Yannick Trapman-O'Brien

April 25 Archive Highlight; "T2000 Part 1; The Dataset Awakens"

Added 2025-05-01 03:18:14 +0000 UTC

After hitting 2000 calls in the Telelibrary, I resolved to dive into the data again (just as I did after the first 1000 calls) and to see what I could learn, and what if anything has changed about the composition and operation of the System. This is a HUGE undertaking - especially for someone with Fischer-Price Data Science skills such as myself. As such, you’re going to be getting these updates in bits and pieces over the next many months. You’ll find one of those bit-and-pieces below, along with accompanying [footnotes] that will probably become longer than the piece itself, which will prove either impenetrably dense for those of you who don’t love process or positively enchanting for those of you like me in a romantic relationship with methodology. For now, let’s start by defining a particular data set:

What can data tell us about a Telelibrary call?

At the current moment (April 2025), Laurie Allen is the chief of the Digital Innovation Division (LC Labs) in the Digital Strategy Directorate at the Library of Congress. Before that she was a Research Director at Monument Lab in 2017, and became my “Data Mentor” by merit of the misfortune of having her office at UPenn situated one wall away from the Digital Media Lab where I transcribed all 4000 Public Monument Proposals from the Citywide Exhibition. Somewhere between those two points in time Laurie once told me

“people think that data is factual and can tell you things in the same way they think that Monuments are factual and can tell you things; both are just constructions that we use to tell a story.”

So if we’re going to figure out what story the data will tell us about a Telelibrary Call, we first need to be clear what that data is — and what a call is.

When I pulled the latest round of data on April 26th, 2025, I had performed the Telelibrary 2072 times. However, this larger number (splashed around as frequently as possible for cheap shock value) belies a more complicated truth: not every Telelibrary show happens on the same terms.

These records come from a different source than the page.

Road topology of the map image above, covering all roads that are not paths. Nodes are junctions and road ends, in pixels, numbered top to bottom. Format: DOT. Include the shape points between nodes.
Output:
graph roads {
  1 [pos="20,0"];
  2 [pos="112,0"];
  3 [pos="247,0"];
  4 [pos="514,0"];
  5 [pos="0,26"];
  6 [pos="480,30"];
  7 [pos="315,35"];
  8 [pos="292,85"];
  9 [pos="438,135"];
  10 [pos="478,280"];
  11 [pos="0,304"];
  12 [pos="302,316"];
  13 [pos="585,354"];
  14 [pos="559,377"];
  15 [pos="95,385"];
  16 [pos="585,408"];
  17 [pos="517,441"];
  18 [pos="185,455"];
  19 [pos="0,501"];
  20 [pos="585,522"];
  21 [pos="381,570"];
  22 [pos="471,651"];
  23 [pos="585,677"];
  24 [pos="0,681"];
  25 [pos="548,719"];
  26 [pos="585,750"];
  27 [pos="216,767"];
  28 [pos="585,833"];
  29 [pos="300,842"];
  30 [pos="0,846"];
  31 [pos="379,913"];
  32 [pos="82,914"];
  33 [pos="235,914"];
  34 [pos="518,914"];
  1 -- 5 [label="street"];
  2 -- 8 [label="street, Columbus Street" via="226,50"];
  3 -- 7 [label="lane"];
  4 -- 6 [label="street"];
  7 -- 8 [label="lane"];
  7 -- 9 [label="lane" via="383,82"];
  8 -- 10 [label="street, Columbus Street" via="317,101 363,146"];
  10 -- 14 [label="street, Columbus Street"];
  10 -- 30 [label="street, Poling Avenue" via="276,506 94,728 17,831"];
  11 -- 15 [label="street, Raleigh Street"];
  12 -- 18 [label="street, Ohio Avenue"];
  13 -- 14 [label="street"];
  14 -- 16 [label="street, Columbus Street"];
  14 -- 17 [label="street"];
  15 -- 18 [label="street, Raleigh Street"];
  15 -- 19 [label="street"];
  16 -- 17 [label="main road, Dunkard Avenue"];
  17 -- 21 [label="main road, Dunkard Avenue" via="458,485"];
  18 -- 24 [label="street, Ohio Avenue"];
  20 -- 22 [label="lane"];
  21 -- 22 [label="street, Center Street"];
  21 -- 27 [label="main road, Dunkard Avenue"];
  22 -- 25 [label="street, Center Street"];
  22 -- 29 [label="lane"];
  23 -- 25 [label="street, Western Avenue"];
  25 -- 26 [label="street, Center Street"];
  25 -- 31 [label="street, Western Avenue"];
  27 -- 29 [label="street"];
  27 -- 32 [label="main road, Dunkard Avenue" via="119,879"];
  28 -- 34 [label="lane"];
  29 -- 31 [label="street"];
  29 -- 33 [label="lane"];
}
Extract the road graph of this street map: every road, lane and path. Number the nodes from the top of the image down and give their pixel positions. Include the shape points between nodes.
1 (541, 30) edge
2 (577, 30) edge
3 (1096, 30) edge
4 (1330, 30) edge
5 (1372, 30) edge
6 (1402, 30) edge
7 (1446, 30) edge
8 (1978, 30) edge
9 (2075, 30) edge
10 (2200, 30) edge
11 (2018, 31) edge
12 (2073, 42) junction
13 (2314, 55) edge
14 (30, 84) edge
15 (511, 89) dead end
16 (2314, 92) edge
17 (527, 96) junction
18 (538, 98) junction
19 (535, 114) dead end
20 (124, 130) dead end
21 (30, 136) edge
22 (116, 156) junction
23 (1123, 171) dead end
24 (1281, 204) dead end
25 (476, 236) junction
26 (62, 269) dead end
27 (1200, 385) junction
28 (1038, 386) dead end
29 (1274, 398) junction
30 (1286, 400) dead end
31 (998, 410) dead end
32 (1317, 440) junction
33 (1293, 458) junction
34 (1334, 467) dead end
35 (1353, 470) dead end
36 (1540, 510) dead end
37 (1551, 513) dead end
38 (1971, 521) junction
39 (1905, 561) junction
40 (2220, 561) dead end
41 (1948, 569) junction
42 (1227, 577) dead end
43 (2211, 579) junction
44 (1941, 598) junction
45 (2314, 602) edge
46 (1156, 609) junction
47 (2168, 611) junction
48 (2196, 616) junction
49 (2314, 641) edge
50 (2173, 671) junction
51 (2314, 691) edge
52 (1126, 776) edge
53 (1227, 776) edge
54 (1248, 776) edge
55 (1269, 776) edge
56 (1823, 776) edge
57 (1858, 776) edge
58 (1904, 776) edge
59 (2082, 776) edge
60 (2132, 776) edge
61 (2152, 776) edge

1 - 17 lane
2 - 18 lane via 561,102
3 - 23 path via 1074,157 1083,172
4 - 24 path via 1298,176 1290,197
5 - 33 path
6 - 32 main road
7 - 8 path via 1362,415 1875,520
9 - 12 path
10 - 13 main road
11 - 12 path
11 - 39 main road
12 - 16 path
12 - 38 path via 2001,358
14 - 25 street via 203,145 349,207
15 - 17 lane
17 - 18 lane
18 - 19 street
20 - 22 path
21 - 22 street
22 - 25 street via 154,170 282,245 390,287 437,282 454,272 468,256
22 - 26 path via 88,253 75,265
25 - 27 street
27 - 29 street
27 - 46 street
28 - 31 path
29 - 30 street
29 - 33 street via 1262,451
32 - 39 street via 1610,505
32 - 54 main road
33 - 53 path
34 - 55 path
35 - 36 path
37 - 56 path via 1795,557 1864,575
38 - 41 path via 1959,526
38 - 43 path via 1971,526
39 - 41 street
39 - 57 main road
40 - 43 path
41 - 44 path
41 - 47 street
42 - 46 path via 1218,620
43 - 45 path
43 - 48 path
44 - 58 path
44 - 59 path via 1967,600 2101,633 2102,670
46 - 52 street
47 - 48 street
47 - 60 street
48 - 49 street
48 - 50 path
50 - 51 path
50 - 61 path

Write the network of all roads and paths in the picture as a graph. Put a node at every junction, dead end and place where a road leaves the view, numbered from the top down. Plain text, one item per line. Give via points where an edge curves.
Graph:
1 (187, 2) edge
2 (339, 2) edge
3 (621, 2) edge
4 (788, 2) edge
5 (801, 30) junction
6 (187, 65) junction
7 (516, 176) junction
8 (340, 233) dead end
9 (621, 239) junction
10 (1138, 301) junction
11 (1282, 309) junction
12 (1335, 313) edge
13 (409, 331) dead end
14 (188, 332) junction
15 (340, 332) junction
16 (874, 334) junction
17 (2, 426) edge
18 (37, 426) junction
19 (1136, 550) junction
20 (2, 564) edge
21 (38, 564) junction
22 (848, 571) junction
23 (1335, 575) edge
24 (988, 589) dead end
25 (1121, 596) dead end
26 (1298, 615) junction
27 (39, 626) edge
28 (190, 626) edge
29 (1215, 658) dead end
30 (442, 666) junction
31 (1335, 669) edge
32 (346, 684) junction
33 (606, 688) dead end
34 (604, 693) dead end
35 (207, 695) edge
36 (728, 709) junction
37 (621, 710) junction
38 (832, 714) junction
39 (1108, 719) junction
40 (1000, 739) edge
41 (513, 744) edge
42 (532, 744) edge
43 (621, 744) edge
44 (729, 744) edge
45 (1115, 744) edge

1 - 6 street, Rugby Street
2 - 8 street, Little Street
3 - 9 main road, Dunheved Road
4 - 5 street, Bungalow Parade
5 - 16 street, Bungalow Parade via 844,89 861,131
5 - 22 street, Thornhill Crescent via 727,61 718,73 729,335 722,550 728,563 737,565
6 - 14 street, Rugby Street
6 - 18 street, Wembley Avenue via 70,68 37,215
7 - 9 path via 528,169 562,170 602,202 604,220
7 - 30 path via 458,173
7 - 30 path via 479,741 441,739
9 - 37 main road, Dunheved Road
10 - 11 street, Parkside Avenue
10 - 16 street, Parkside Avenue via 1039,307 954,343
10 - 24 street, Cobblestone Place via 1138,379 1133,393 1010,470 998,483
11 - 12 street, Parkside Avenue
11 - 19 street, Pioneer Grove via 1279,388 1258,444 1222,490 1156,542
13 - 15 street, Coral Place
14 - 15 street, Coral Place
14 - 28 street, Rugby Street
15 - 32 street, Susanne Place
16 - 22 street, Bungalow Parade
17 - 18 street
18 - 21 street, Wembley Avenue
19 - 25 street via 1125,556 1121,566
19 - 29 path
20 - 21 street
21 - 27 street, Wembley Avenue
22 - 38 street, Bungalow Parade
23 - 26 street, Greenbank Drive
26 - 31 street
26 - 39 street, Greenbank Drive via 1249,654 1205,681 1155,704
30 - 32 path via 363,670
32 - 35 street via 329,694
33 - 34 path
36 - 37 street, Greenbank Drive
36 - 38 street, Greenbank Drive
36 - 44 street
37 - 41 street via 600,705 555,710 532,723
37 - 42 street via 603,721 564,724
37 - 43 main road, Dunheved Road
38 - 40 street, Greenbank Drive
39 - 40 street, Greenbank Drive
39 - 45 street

Specifically, I’d say there are approximately 4 categories of calls in my records:

Standard: Bread and butter of the Telelibrary, these calls are what we’d consider “normal” (if that word ever applies to this show), and were identified by screening out the more unique use cases below. After doing so, we’re left with a group for whom we can bet fairly safely that the User on the call joined the Waitlist, (frantically) clicked a New Hours Posted email, selected a time, and attended their Telelibrary before being invited to make a contribution.
Patrons: Folks who subscribe to my Patreon at certain tiers get on to a “Shortlist” of exclusive times, letting them gain access to an easy, unhurried booking once every 5 month cycle. Patrons can use these for themselves, or give them as gifts to friends [1].
Guests & Tests: Since its second month of existence, the distribution of the Telelibrary has been defined by demand far outstripping supply. The advantage of this is that it allows me to avoid marketing entirely, and to build performance times around my ever-changing schedule and release them without abundant lead time. One of the disadvantages of this System is that it meant the chances of my friends seeing the work dropped to approximately 0 (dear reader, if you’ve ever sent that text or drafted that post inviting/begging your friends to come see your new show, imagine having to also tell them they’ll be testing their reflexes against 400 strangers). Having folks skip the public line didn’t sit right with me [2], so I assessed my availability and began adding a small number of performances each month that were to be given at my discretion, until everyone I love and cherish had the chance to experience my work.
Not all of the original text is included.